**Problem**
Below are records. Copy every line with "Maigmona" in it.

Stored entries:
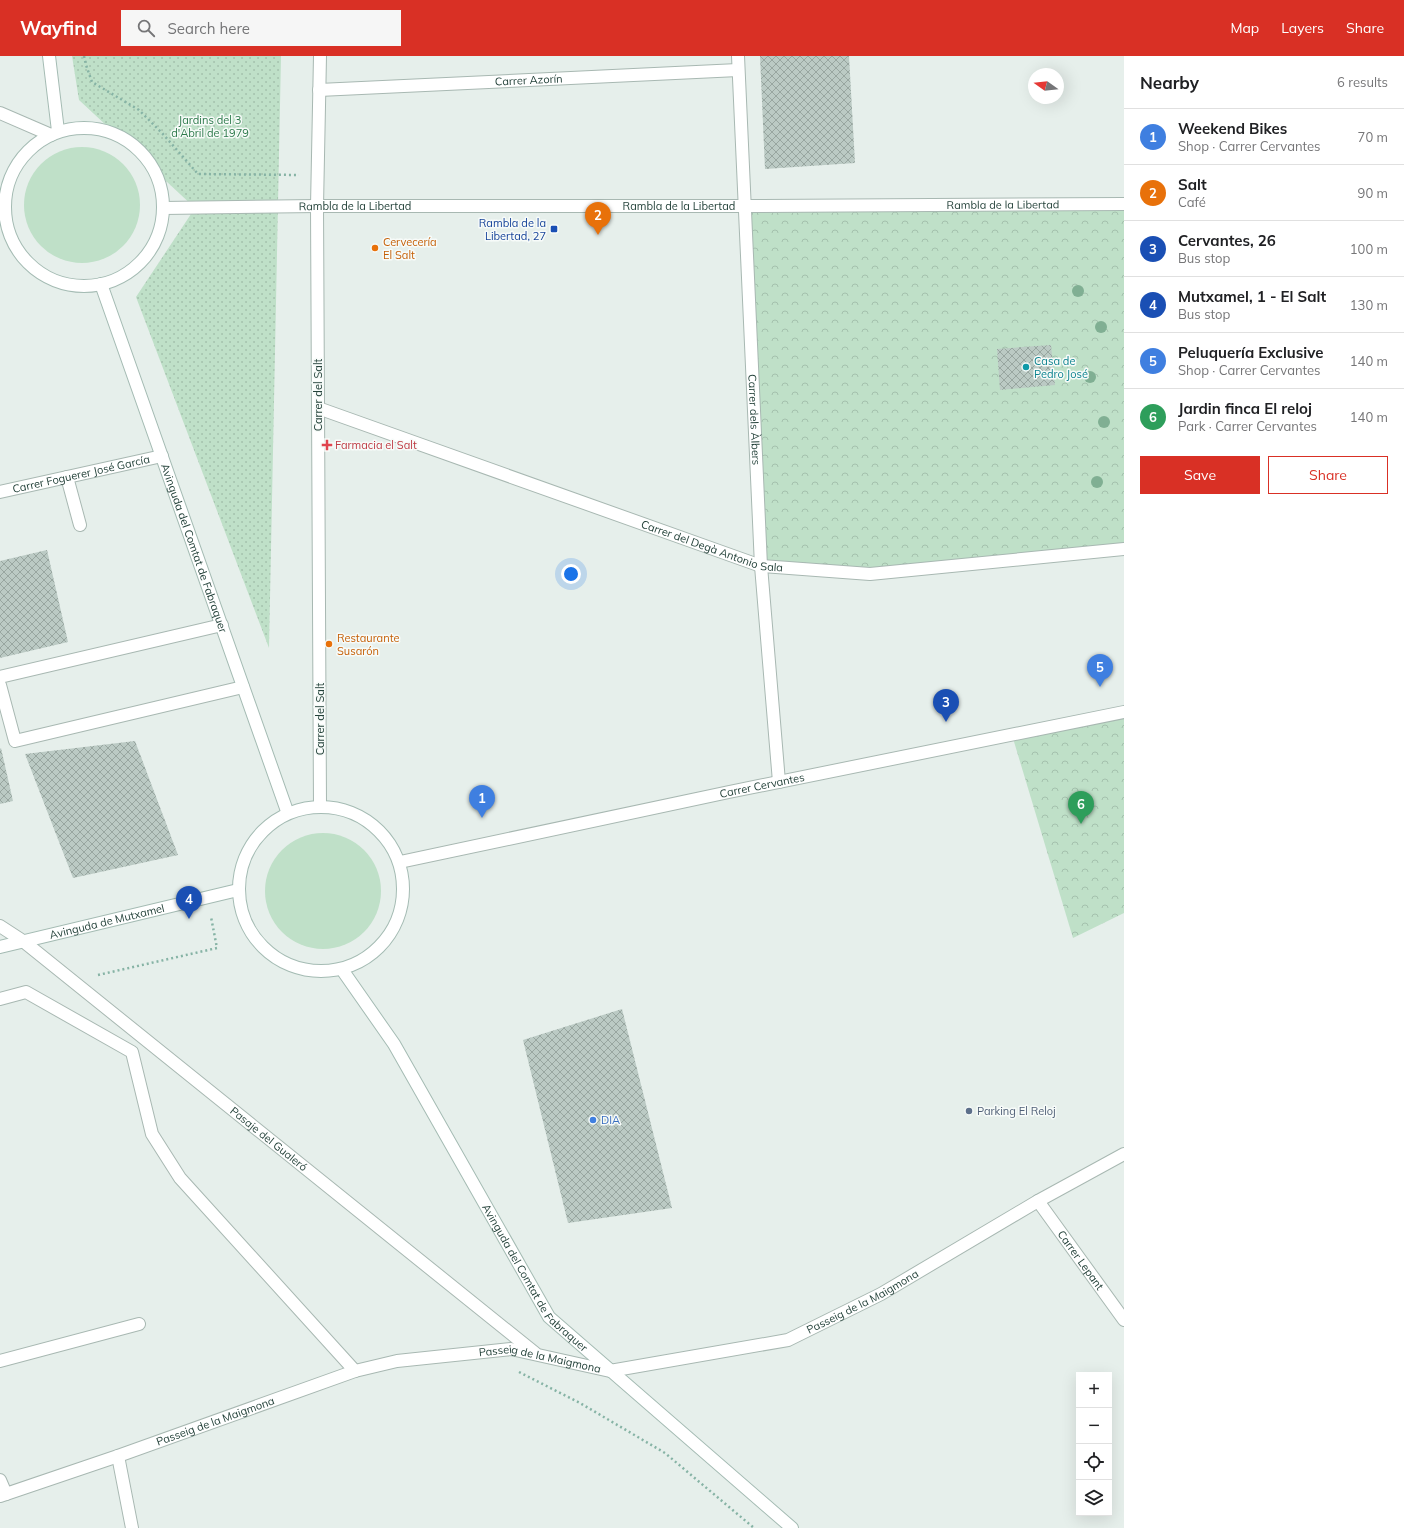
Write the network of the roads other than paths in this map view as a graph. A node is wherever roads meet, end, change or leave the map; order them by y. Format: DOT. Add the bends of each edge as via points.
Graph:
graph roads {
  1 [pos="49,56"];
  2 [pos="320,56"];
  3 [pos="738,56"];
  4 [pos="738,70"];
  5 [pos="319,90"];
  6 [pos="0,113"];
  7 [pos="55,133"];
  8 [pos="1124,204"];
  9 [pos="317,206"];
  10 [pos="744,206"];
  11 [pos="163,208"];
  12 [pos="101,284"];
  13 [pos="318,408"];
  14 [pos="162,456"];
  15 [pos="68,477"];
  16 [pos="0,492"];
  17 [pos="80,525"];
  18 [pos="1124,548"];
  19 [pos="761,566"];
  20 [pos="222,625"];
  21 [pos="0,677"];
  22 [pos="0,684"];
  23 [pos="244,687"];
  24 [pos="1124,712"];
  25 [pos="779,782"];
  26 [pos="320,806"];
  27 [pos="288,811"];
  28 [pos="400,862"];
  29 [pos="238,890"];
  30 [pos="0,926"];
  31 [pos="24,942"];
  32 [pos="0,947"];
  33 [pos="343,971"];
  34 [pos="0,998"];
  35 [pos="1124,1154"];
  36 [pos="1038,1201"];
  37 [pos="1124,1320"];
  38 [pos="139,1324"];
  39 [pos="537,1354"];
  40 [pos="0,1361"];
  41 [pos="355,1371"];
  42 [pos="610,1371"];
  43 [pos="118,1456"];
  44 [pos="0,1480"];
  45 [pos="3,1495"];
  46 [pos="132,1528"];
  47 [pos="792,1528"];
  1 -- 7 [label="street"];
  2 -- 5 [label="street, Carrer del Salt"];
  3 -- 4 [label="street, Carrer dels Àlbers"];
  4 -- 5 [label="street, Carrer Azorín"];
  4 -- 10 [label="street, Carrer dels Àlbers"];
  5 -- 9 [label="street, Carrer del Salt"];
  6 -- 7 [label="street"];
  7 -- 11 [label="street" via="84,127 108,131 130,143 148,160 159,183"];
  7 -- 12 [label="street" via="35,144 17,164 7,188 5,215 12,240 27,262 48,278 74,286"];
  8 -- 10 [label="street, Rambla de la Libertad"];
  9 -- 10 [label="street, Rambla de la Libertad"];
  9 -- 11 [label="street, Rambla de la Libertad"];
  9 -- 13 [label="street, Carrer del Salt"];
  10 -- 19 [label="street, Carrer dels Àlbers"];
  11 -- 12 [label="street" via="158,234 144,257 125,274"];
  12 -- 14 [label="street, Avinguda del Comtat de Fabraquer"];
  13 -- 19 [label="street, Carrer del Degà Antonio Sala"];
  13 -- 26 [label="street, Carrer del Salt"];
  14 -- 15 [label="street, Carrer Foguerer José García"];
  14 -- 20 [label="street, Avinguda del Comtat de Fabraquer"];
  15 -- 16 [label="street, Carrer Foguerer José García"];
  15 -- 17 [label="street"];
  18 -- 19 [label="street, Carrer del Degà Antonio Sala" via="870,574"];
  19 -- 25 [label="street, Carrer dels Àlbers"];
  20 -- 21 [label="street"];
  20 -- 23 [label="street, Avinguda del Comtat de Fabraquer"];
  22 -- 23 [label="street" via="15,741"];
  23 -- 27 [label="street, Avinguda del Comtat de Fabraquer"];
  24 -- 25 [label="street, Carrer Cervantes"];
  25 -- 28 [label="street, Carrer Cervantes"];
  26 -- 27 [label="street"];
  26 -- 28 [label="street" via="349,811 375,825 391,843"];
  27 -- 29 [label="street" via="259,832 247,859"];
  28 -- 33 [label="street" via="404,904 388,941"];
  29 -- 31 [label="street, Avinguda de Mutxamel"];
  29 -- 33 [label="street" via="246,926 275,960 305,972"];
  30 -- 31 [label="street, Pasaje del Gualeró"];
  31 -- 32 [label="street, Avinguda de Mutxamel"];
  31 -- 39 [label="street, Pasaje del Gualeró"];
  33 -- 42 [label="street, Avinguda del Comtat de Fabraquer" via="394,1044 549,1317"];
  34 -- 41 [label="street" via="26,992 132,1052 152,1134 180,1178"];
  35 -- 36 [label="street, Passeig de la Maigmona"];
  36 -- 37 [label="street, Carrer Lepant"];
  36 -- 42 [label="street, Passeig de la Maigmona" via="881,1294 788,1340"];
  38 -- 40 [label="street"];
  39 -- 41 [label="street, Passeig de la Maigmona" via="511,1349 397,1361"];
  39 -- 42 [label="street, Passeig de la Maigmona"];
  41 -- 43 [label="street, Passeig de la Maigmona"];
  42 -- 47 [label="street, Avinguda del Comtat de Fabraquer"];
  43 -- 45 [label="street, Passeig de la Maigmona"];
  43 -- 46 [label="street"];
  44 -- 45 [label="street"];
}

**Written response**
  35 -- 36 [label="street, Passeig de la Maigmona"];
  36 -- 42 [label="street, Passeig de la Maigmona" via="881,1294 788,1340"];
  39 -- 41 [label="street, Passeig de la Maigmona" via="511,1349 397,1361"];
  39 -- 42 [label="street, Passeig de la Maigmona"];
  41 -- 43 [label="street, Passeig de la Maigmona"];
  43 -- 45 [label="street, Passeig de la Maigmona"];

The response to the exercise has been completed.